Every now and then, between revivals, jukebox musicals, movie-based musicals, and productions hellbent on making a statement, you come across that increasingly rare thing in theatre: an original, bare bones musical so tenderly moving you find yourself shaking with emotion by the end of it. Such is Jeff Augustin's heartbreaking Where the Mountain Meets the Sea. Directed by Joshua Kahan Brody, this Manhattan Theatre Club production at New York City Center Stage I is a powerful tale of a father and son separated not only by time and distance, but by personality, life experience, loss, and fear. Music--supplied by The Bengsons--turns out to be the only thing capable of bridging the gap.

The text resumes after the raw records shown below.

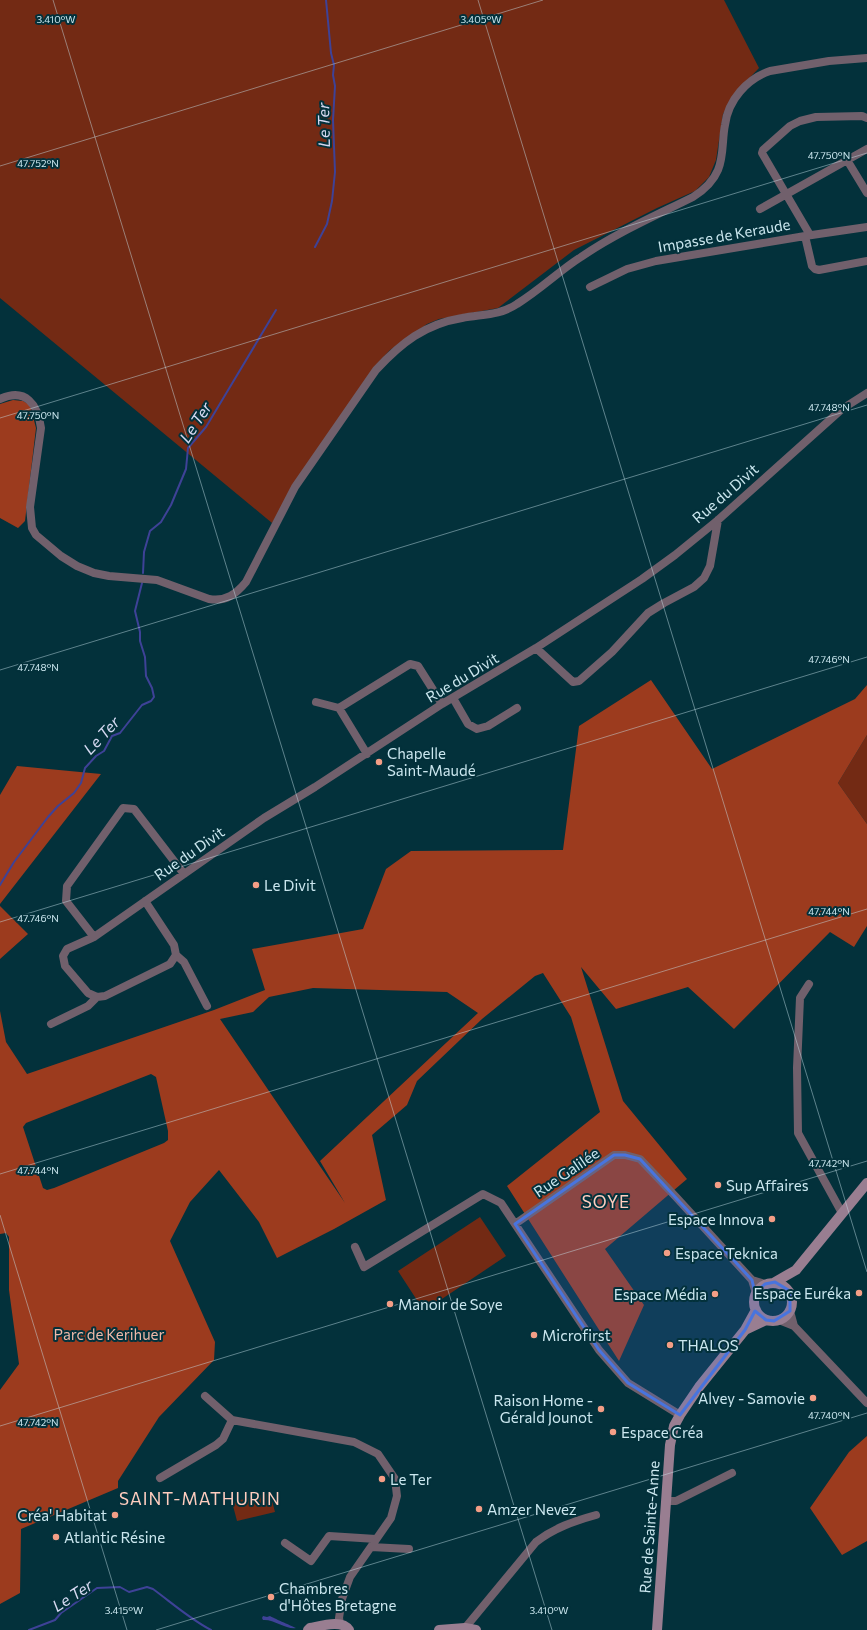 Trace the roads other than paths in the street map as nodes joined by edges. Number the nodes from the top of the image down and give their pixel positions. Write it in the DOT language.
graph roads {
  1 [pos="867,58"];
  2 [pos="867,118"];
  3 [pos="867,149"];
  4 [pos="847,160"];
  5 [pos="867,193"];
  6 [pos="786,194"];
  7 [pos="760,209"];
  8 [pos="867,227"];
  9 [pos="808,235"];
  10 [pos="867,261"];
  11 [pos="590,287"];
  12 [pos="867,393"];
  13 [pos="0,399"];
  14 [pos="718,520"];
  15 [pos="536,648"];
  16 [pos="453,698"];
  17 [pos="316,702"];
  18 [pos="442,704"];
  19 [pos="339,708"];
  20 [pos="517,708"];
  21 [pos="367,754"];
  22 [pos="184,874"];
  23 [pos="146,901"];
  24 [pos="94,937"];
  25 [pos="176,955"];
  26 [pos="809,984"];
  27 [pos="97,997"];
  28 [pos="207,1006"];
  29 [pos="51,1024"];
  30 [pos="867,1183"];
  31 [pos="842,1213"];
  32 [pos="515,1224"];
  33 [pos="355,1247"];
  34 [pos="796,1270"];
  35 [pos="752,1280"];
  36 [pos="770,1283"];
  37 [pos="790,1291"];
  38 [pos="756,1294"];
  39 [pos="756,1310"];
  40 [pos="790,1311"];
  41 [pos="766,1320"];
  42 [pos="779,1320"];
  43 [pos="794,1326"];
  44 [pos="745,1330"];
  45 [pos="205,1396"];
  46 [pos="867,1403"];
  47 [pos="680,1415"];
  48 [pos="232,1420"];
  49 [pos="732,1473"];
  50 [pos="160,1478"];
  51 [pos="667,1501"];
  52 [pos="596,1514"];
  53 [pos="376,1539"];
  54 [pos="285,1543"];
  55 [pos="371,1547"];
  56 [pos="409,1549"];
  57 [pos="340,1624"];
  58 [pos="465,1628"];
  59 [pos="308,1630"];
  60 [pos="349,1630"];
  61 [pos="440,1630"];
  62 [pos="476,1630"];
  63 [pos="657,1630"];
  1 -- 13 [label="street"];
  2 -- 6 [label="street"];
  3 -- 4 [label="street"];
  4 -- 5 [label="street"];
  4 -- 6 [label="street"];
  6 -- 7 [label="street"];
  6 -- 9 [label="street"];
  8 -- 9 [label="street, Impasse de Keraude"];
  9 -- 10 [label="street"];
  9 -- 11 [label="street, Impasse de Keraude"];
  12 -- 14 [label="street, Rue du Divit"];
  14 -- 15 [label="street, Rue du Divit"];
  14 -- 15 [label="street"];
  15 -- 16 [label="street, Rue du Divit"];
  16 -- 18 [label="street, Rue du Divit"];
  16 -- 20 [label="street"];
  17 -- 19 [label="street"];
  18 -- 19 [label="street"];
  18 -- 21 [label="street, Rue du Divit"];
  19 -- 21 [label="street"];
  21 -- 22 [label="street, Rue du Divit"];
  22 -- 23 [label="street, Rue du Divit"];
  22 -- 24 [label="street"];
  23 -- 24 [label="street, Rue du Divit"];
  23 -- 25 [label="street"];
  24 -- 27 [label="street, Rue du Divit"];
  25 -- 27 [label="street"];
  25 -- 28 [label="street"];
  26 -- 31 [label="street"];
  27 -- 29 [label="street"];
  30 -- 31 [label="street"];
  31 -- 34 [label="street"];
  32 -- 33 [label="street"];
  32 -- 35 [label="street, Rue Galilée"];
  32 -- 47 [label="street"];
  34 -- 36 [label="street"];
  34 -- 37 [label="street"];
  35 -- 36 [label="street"];
  35 -- 38 [label="street, Rue Galilée"];
  36 -- 37 [label="street"];
  36 -- 38 [label="street"];
  37 -- 40 [label="street"];
  38 -- 39 [label="street"];
  39 -- 41 [label="street"];
  39 -- 44 [label="street, Rue de Sainte-Anne"];
  40 -- 42 [label="street"];
  40 -- 43 [label="street"];
  41 -- 42 [label="street"];
  41 -- 44 [label="street, Rue de Sainte-Anne"];
  42 -- 43 [label="street"];
  43 -- 46 [label="street"];
  44 -- 47 [label="street, Rue de Sainte-Anne"];
  45 -- 48 [label="street"];
  47 -- 51 [label="street, Rue de Sainte-Anne"];
  48 -- 50 [label="street"];
  48 -- 53 [label="street"];
  49 -- 51 [label="street"];
  51 -- 63 [label="street, Rue de Sainte-Anne"];
  52 -- 58 [label="street"];
  53 -- 54 [label="street"];
  53 -- 55 [label="street"];
  55 -- 56 [label="street"];
  55 -- 57 [label="street"];
  57 -- 59 [label="street"];
  57 -- 60 [label="street"];
  58 -- 61 [label="street"];
  58 -- 62 [label="street"];
}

If Where the Mountain Meets the Sea starts slow and meanders a bit, and if the score could use just one or two more upbeat numbers, a devastatingly gorgeous finish more than makes up for these minor errors in this glowing gem of a show. Jones and Myers are dynamically vulnerable, Jeff Augustin's writing lyrically engaging, and the production itself rife with both joy and grief.

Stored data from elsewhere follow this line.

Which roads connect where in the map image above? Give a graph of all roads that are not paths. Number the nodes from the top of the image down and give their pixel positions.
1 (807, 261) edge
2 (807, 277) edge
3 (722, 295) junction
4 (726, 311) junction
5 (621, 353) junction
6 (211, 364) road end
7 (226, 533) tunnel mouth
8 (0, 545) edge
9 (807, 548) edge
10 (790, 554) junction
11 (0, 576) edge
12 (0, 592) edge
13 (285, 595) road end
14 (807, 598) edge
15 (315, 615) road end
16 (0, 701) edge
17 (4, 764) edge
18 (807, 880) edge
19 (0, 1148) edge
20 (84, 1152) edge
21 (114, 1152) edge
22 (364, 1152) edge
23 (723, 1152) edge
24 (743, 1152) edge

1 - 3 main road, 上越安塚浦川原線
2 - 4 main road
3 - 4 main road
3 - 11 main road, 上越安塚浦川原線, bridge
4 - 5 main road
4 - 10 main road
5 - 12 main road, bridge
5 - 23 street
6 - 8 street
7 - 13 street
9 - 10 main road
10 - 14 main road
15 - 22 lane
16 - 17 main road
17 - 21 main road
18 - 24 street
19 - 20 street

The setup is minimal but effective: circular tiers in front of a distant-looking mountain, which, thanks to lighted mirrors on either side, seems much larger than it is. Singer-songwriter duo The Bengsons remain center stage for nearly the entire show, while the two performers move freely, microphones in hand. As Jean (Billy Eugene Jones) narrates his voyage from Haiti to Miami, his struggle to adjust to American life, and his journey to falling in love again, his son Jonah (Chris Myers) describes his own adventures in love on a cross-country roadtrip to retrieve his father's remains and return them to Haiti.

Though the two stories are decades apart, they anticipate and echo one another. Jonah's roadtrip traces, in reverse, the route his newly wed parents took when his mother was pregnant with him. Along the way, both men voice their insecurities (will their lovers love their bad qualities as well as the good?), their desires (to make teaching their life), and their painful yearning for connection. Never mind the differences that kept them apart in life: like father, like son. The two have much more in common than they realize.

Those circular tiers are fitting: this story is a circle, told in two halves that only connect in the show's final moments, and it contains layers--tiers of meaning that unfold slowly. Paradoxically, toward the close of the show, the two share their first scene: a memory Jean has of driving Jonah to college. Father and son sit in complete silence, unable to say anything to each other. Jean is plagued by fear and emotion, and Jonah doesn't know how to open up. But moments later, in the final scene, both men are reunited outside of space and time for a duet. As Jonah plays guitar and softly sings, stroking the strings almost without touching them, his father sits beside him, merely looking at his son. Then, unable to keep silent any longer, he sings. Where the mountain meets the sea, music is born.